Bengal basin zone transported cholera bug to all continents

The findings – reported in Nature on Thursday – offer better understanding of the mechanisms behind spread of Cholera – a diarrhoeal infection usually linked to unhygienic conditions and poor sanitation systems.

Diarrhoeal diseases kill almost 400,000 children and adults in India every year, a sizable chunk of which is due to Cholera. Globally Cholera affects 3 to 5 million people each year.
“The seventh pandemic began in 1961 when a new type of Cholera strain arrived in the Bay of Bengal from Sulawasi in Indonesia. Subsequently it spread to all over the world from Bengal basin,” G B Nair, director of National Institute of Cholera and Enteric Diseases in Kolkata and one of the key scientists involved in the study, told Deccan Herald.

The outward spread occurred in three distinct waves, the first of which took place between 1961 and 1985 transporting the bacteria in Africa, Europe and South America. The second wave took place between 1992 and 2002 when the bug moved to east Africa and the third wave happened between 2004 and 2009 when the germ went to Haiti from Nepal and from Bengal basin to south east Asia between 2003 and 2007.  It was not a simple single spread of a strain from the Bay of Bengal. The evidence suggests there have been at least three independent overlapping waves of intercontinental spread with a common ancestor in the 1950s, representing the original strain. These movements are strongly correlated with human activity, suggesting that the strain has been carried by human travel.

“This is the world’s largest analysis of Cholera whole genomes and gives a new dimension to our understanding of the disease. It may help predict what could be the next location where cholera outbreak may occur,” Nair said.

The retracing helps scientists pinpoint when the circulating strain of cholera bug - known as El Tor – first became resistant to antibiotics. The resistance came in 1982 triggering renewed global transmission. The team tracked the spread of the organism by analysing genomes of Vibrio cholerae taken from 154 patients across the world over the last 40 years.

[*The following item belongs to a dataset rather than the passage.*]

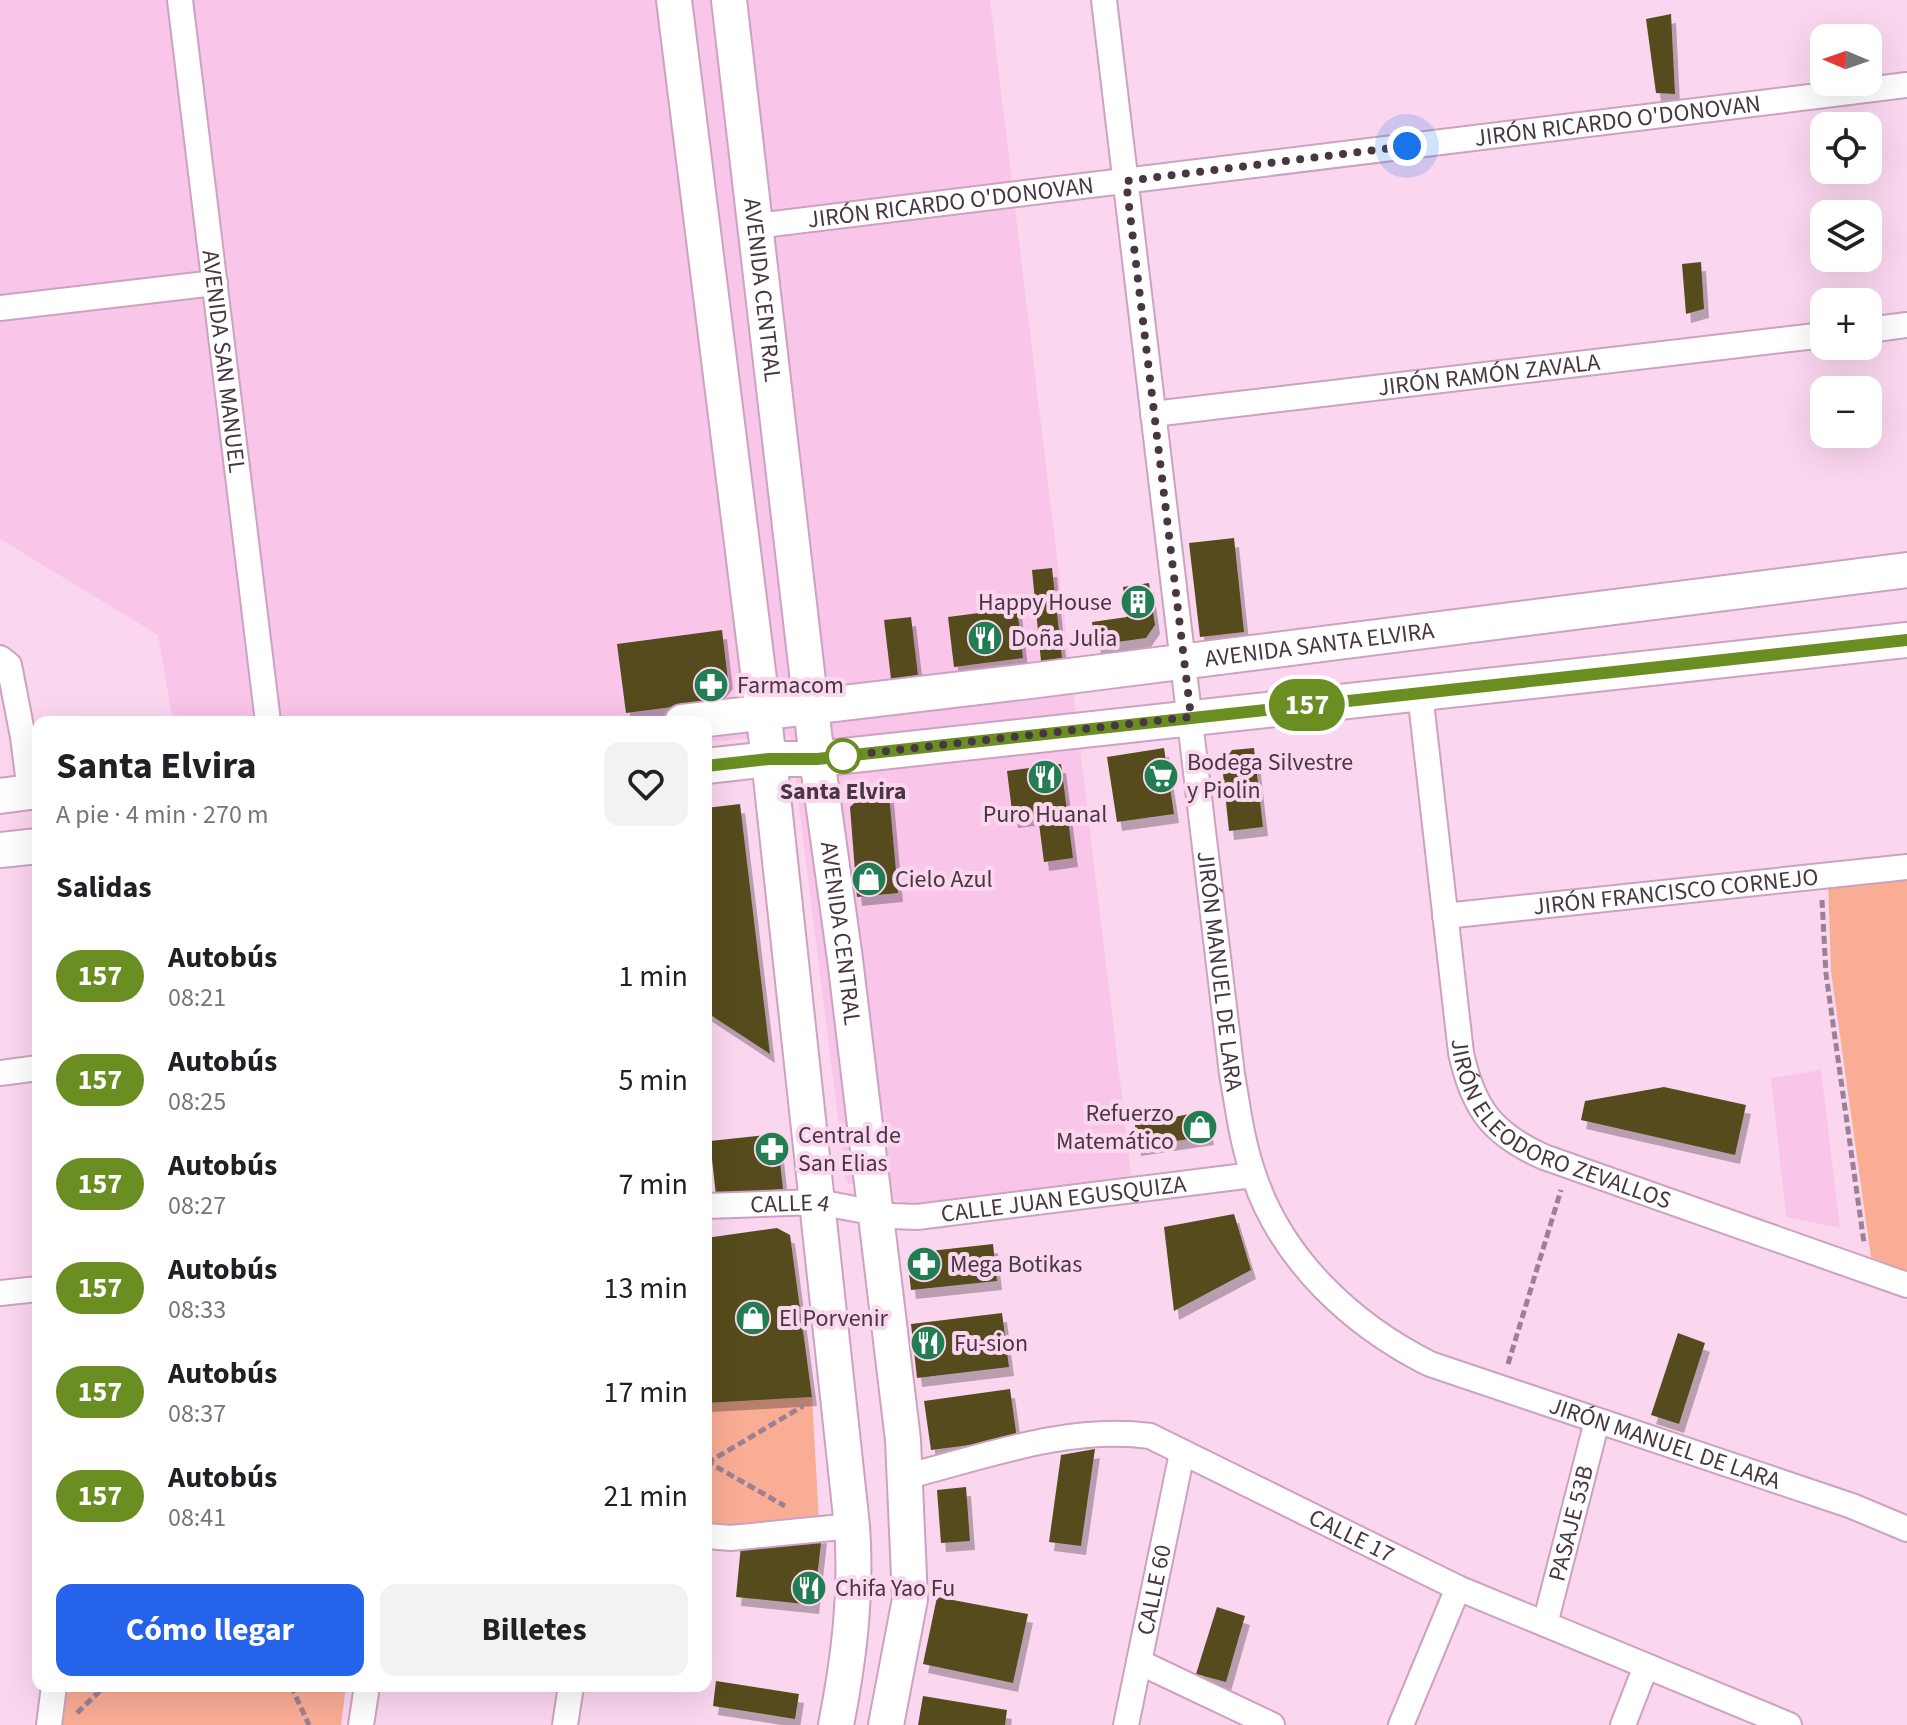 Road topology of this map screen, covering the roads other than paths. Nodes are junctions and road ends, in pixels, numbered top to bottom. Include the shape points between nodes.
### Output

The research showed importance of global transmission events in the spread of cholera that goes against previous beliefs that cholera always arises from local strains, Julian Parkhill, a senior group leader at the Wellcome Trust Sanger Institute and a co-author of the study. The most recent transmission happened in Haiti almost one and half years ago when a South Asian strain originating in Nepal struck the virgin island territory and created a havoc. The genetic analysis clearly identifies the South Asian link.